中日・大野雄 脱ネガティブ思考させた与田監督“魔法の言葉”

2019年03月20日 16時30分

 中日・大野雄大投手(30)が完全復活への手応えを感じている。19日、オリックスとのオープン戦(ナゴヤドーム)に先発し、7回を3安打1失点(自責0)の好投を披露した。

 序盤は女房役の加藤との息が合わず、3回二死三塁では捕逸で先制点を献上。しかし、4回以降はパーフェクト投球で走者を1人も許さず「心と体の調整ががっちりハマった試合。こういう投球を開幕した後も続けていきたい」と充実感たっぷりに話した。

 2013年から3年連続2桁勝利を挙げるなどして開幕投手を2年連続で務めながら、近年は低迷し、昨季は7年ぶりに屈辱の未勝利。そのため「次のゲームでしっかり投げられるのかとか、また打たれるんちゃうかとか、ここ数年、ネガティブになりがちだった」。

 そんな悩める左腕を変えたのは与田監督の励ましだ。キャンプやオープン戦中に投手コーチも交えて何度も話し合いを持ち、指揮官から「信頼しているから。自分のやってきたことを信じて投げればいい。結果なんか気にすることない。何回か打たれたからといってファームなんてことはないから」と鼓舞された。
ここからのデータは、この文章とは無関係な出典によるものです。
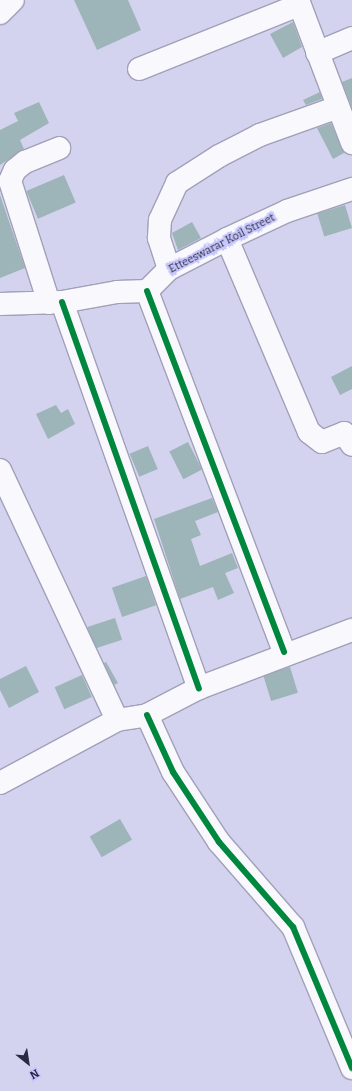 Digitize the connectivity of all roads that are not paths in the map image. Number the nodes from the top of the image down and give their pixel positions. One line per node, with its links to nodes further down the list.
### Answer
1 (13, 0): 3 (street)
2 (298, 3): 5 (street); 6 (street)
3 (0, 12)
4 (352, 38): 5 (street)
5 (317, 53): 7 (street)
6 (139, 69)
7 (344, 113): 8 (street); 12 (street)
8 (352, 143)
9 (59, 148): 14 (street)
10 (352, 189): 11 (street, Etteeswarar Koil Street)
11 (227, 239): 12 (street, Etteeswarar Koil Street); 16 (street)
12 (169, 268): 13 (street, Etteeswarar Koil Street)
13 (147, 292): 14 (street); 19 (street)
14 (56, 302): 15 (street); 20 (street)
15 (0, 304)
16 (352, 445)
17 (0, 470): 22 (street)
18 (352, 630): 19 (street)
19 (284, 652): 20 (street)
20 (199, 688): 21 (street)
21 (147, 715): 22 (street); 24 (street)
22 (117, 720): 23 (street)
23 (0, 783)
24 (352, 1068)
 大野雄は「これまで結果にこだわりすぎて縮こまっちゃうところがあった。これだけ信用して使ってもらっているのに、自分が一番自信を持ってマウンドに上がらないと失礼だと思う。それに応えたい気持ちが強い」と感謝する。与田監督も「いろいろ本人の感覚を聞いて、そんなことないよ、と。我々が見ている目はそんなものじゃない。まだ起きてもないことに対するマイナス思考を少しずつ取り払って(いった)」と振り返る。

 4月2日の広島との本拠地開幕戦を任されることが濃厚な竜の元エース左腕が、指揮官の“魔法の言葉”で今季は失地回復を目指す。